Герой повести Ган «Номерованная ложа», изданной в том же 1840 г., втолковывает своему озадаченному другу: «Понимаешь ли ты счастье сливать без ведома ее мое существование с ее бытием?»; «Что нужды мне, что я не пользуюсь взаимностью, что она не помнит о существовании моем на свете – в моей любви к ней заключается для меня все: и сознание, и взаимность, и слиянье чувств, – Корнелия моя!»

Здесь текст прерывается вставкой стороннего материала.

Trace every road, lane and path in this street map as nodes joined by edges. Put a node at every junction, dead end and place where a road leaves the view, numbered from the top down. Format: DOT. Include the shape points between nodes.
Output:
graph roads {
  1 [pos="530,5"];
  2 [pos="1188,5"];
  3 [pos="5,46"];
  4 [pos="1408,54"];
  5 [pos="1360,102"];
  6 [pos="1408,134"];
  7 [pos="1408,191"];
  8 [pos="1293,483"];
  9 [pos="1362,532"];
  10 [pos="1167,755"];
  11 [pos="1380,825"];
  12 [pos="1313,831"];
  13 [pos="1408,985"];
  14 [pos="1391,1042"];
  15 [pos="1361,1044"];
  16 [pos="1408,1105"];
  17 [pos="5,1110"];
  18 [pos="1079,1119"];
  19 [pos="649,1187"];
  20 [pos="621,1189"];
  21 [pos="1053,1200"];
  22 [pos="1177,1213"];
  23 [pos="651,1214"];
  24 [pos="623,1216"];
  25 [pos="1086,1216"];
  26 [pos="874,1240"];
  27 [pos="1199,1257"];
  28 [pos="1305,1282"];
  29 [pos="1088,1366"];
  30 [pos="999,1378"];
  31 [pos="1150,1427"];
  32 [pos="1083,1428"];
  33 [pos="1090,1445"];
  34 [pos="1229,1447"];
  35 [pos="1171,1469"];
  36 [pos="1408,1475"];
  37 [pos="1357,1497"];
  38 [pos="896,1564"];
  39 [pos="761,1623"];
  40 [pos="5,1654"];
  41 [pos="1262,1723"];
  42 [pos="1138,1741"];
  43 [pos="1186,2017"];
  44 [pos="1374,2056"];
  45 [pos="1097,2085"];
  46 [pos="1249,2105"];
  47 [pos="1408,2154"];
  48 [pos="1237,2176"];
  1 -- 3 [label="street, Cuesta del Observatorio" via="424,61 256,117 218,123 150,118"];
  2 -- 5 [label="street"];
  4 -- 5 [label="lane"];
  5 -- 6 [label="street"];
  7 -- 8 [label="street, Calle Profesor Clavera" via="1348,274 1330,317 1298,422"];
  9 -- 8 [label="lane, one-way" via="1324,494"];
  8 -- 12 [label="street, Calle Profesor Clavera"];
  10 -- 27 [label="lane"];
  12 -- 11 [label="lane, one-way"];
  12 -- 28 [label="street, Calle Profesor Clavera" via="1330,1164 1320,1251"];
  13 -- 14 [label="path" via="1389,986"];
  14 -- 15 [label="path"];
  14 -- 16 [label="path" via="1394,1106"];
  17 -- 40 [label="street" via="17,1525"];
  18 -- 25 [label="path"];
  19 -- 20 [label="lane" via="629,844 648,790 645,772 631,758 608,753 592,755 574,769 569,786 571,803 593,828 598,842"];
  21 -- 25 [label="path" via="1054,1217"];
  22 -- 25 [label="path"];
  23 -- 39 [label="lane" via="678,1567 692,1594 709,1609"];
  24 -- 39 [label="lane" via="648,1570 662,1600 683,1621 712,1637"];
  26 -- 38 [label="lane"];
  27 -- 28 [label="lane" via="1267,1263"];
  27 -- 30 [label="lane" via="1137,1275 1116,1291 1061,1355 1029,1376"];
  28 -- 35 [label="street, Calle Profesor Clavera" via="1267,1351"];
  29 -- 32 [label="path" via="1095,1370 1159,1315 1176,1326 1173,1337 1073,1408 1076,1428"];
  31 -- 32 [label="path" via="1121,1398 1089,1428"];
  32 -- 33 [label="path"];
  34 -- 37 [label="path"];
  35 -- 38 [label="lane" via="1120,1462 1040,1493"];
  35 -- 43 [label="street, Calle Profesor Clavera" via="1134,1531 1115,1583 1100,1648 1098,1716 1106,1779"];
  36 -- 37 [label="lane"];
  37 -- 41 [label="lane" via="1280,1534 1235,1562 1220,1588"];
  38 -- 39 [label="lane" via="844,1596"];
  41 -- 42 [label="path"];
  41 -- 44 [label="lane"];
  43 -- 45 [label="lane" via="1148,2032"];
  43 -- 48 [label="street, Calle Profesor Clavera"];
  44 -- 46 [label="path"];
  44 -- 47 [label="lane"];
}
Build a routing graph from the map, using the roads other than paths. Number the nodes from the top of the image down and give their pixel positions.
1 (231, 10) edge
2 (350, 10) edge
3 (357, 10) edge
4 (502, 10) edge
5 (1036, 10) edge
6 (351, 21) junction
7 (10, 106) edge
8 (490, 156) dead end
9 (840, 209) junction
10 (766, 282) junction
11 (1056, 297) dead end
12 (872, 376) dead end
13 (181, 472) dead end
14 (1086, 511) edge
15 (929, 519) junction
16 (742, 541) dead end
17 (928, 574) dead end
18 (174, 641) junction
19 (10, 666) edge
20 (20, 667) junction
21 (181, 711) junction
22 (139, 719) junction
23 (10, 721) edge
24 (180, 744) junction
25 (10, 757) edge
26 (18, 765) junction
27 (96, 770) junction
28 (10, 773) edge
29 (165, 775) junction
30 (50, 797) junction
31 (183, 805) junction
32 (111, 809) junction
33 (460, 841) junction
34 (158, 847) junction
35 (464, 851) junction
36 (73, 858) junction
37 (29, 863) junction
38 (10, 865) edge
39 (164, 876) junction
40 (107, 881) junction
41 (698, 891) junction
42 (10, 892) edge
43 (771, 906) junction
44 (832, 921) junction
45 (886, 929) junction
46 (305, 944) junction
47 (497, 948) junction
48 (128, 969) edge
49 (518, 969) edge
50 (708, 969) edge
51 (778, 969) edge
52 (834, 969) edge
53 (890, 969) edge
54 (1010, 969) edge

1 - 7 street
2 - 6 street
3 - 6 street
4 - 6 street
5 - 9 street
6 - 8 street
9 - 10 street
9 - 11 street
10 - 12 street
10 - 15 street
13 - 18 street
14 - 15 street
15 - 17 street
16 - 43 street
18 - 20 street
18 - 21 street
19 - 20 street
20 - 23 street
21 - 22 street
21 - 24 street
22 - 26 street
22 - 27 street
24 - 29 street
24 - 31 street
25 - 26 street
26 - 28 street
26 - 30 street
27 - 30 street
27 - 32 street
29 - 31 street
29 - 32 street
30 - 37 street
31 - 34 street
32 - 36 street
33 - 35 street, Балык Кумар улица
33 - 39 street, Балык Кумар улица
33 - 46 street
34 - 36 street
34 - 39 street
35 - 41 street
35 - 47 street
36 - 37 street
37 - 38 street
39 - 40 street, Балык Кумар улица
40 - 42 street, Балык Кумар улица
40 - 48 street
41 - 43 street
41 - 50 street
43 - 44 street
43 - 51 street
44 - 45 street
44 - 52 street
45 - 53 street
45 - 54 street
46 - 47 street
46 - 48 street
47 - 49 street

В принципе, однако, это пренебрежение к плотской жизни, совершенно несопоставимой по своей ценности с жизнью духа, могло привести к сексуальному либертинизму. Через несколько десятилетий такую теоретическую возможность реализует Чехов в своей «Дуэли». Надежда Федоровна, отдавшаяся Кирилину, «с радостью соображала, что в ее измене нет ничего страшного. В ее измене душа не участвовала; она продолжает любить Лаевского». Перед нами один из многих случаев, когда последующие писательские поколения дорабатывают тот потенциал романтизма, который сам он так и не успел или не решился по-настоящему использовать.

В «Добром пане» Квитки-Основьяненко (1841) герой настолько поражен красотой девушки, что «не смеет и помыслить о взаимности». В этом бесплодном обожании, вспоминает он, проходили целые «месяцы, годы», но он так и не решился сделать ей предложение, ибо, «соображая всю силу страсти и чистоту любви моей, не надеялся услышать о согласии ее <…> и, сам не зная, отчего и почему, полагал, что тут же умру от восторга»[1122]. Не дождавшись предложения, красавица, наконец, выходит за другого, а герой остается холостяком (и делается мирским праведником, который претворяет свою невоплотившуюся любовь в заботу о ближних). Так в романтическом сюжете уже просвечивает «Река Потудань» Андрея Платонова.

18. Жених полуночный

Коль скоро русский романтизм переходит к счастливому свадебному финалу, он сразу выдыхается и впадает в какую-то сонливую апатию. Если бы я мог снабдить здесь свое изложение аллегорической заставкой, я выбрал бы для нее скульптурную группу: Морфей, одолевающий Гименея.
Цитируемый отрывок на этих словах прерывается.